Layer-Dependent Orbital Magnetization in Graphene-Haldane Heterostructures

Rhombohedral multilayer graphene (RMG) proximity-coupled to a Haldane substrate provides a platform to investigate the interplay between band topology, layer number, and electric-field control of orbital magnetism. Using a tight-binding model and the modern theory of orbital magnetization, we study the layer-dependent magnetic response in bilayer, trilayer, tetralayer and pentalayer graphene under Haldane proximity. While monolayer graphene develops a global topological gap with quantized magnetization slope, multilayer systems remain metallic due to protected low-energy bands associated with unperturbed sublattices. Despite the absence of a global gap, finite valley-contrasting Berry curvature produces non-trivial layer-dependent Chern numbers.
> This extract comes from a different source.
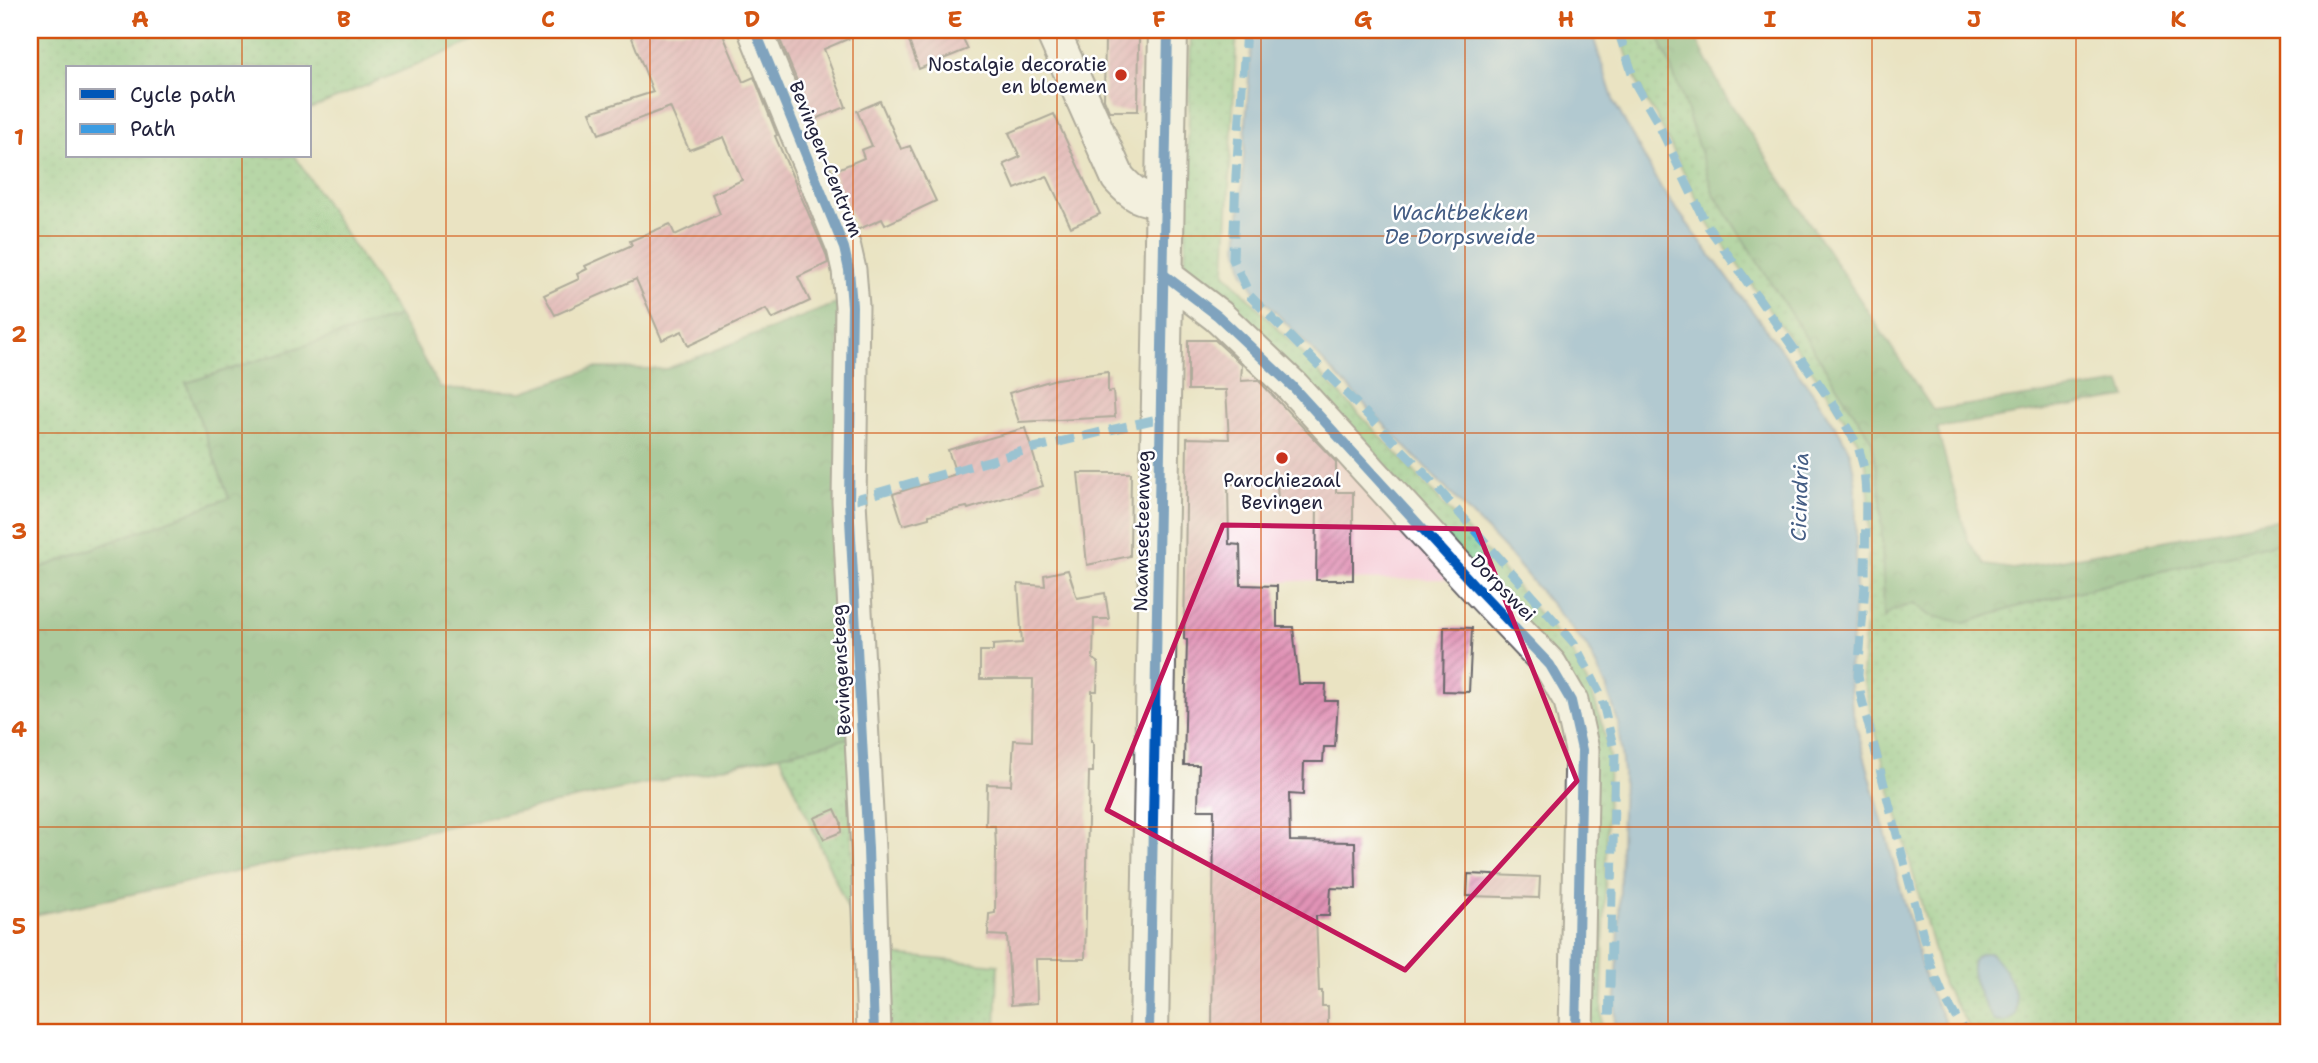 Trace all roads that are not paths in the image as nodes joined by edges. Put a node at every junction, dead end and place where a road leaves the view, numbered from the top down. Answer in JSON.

We decompose the total orbital magnetization into self-rotation ($M_{\mathrm{SR}}$) and center-of-mass ($M_C$) contributions, revealing their distinct behaviors across doping and applied interlayer bias. In bilayer graphene, magnetization remains negative and monotonic. Remarkably, trilayer and tetralayer graphene display a bias-induced sign reversal of orbital magnetization beyond critical thresholds ($\Delta \simeq -55$ meV for 3LG, $-50$ meV for 4LG) in the hole-doped regime, a feature completely absent in the bilayer. It is further established in the case of 5LG, that the magnetization reversal is independent of the topological transition, and depends on the direction of bias and hole doping. The effect persists across both hole and electron doping, demonstrating that layer count serves as a key tuning parameter for orbital magnetism. Our findings establish topologically proximitized multilayer graphene as a versatile platform for electric-field-manipulable orbitronic and valleytronic devices.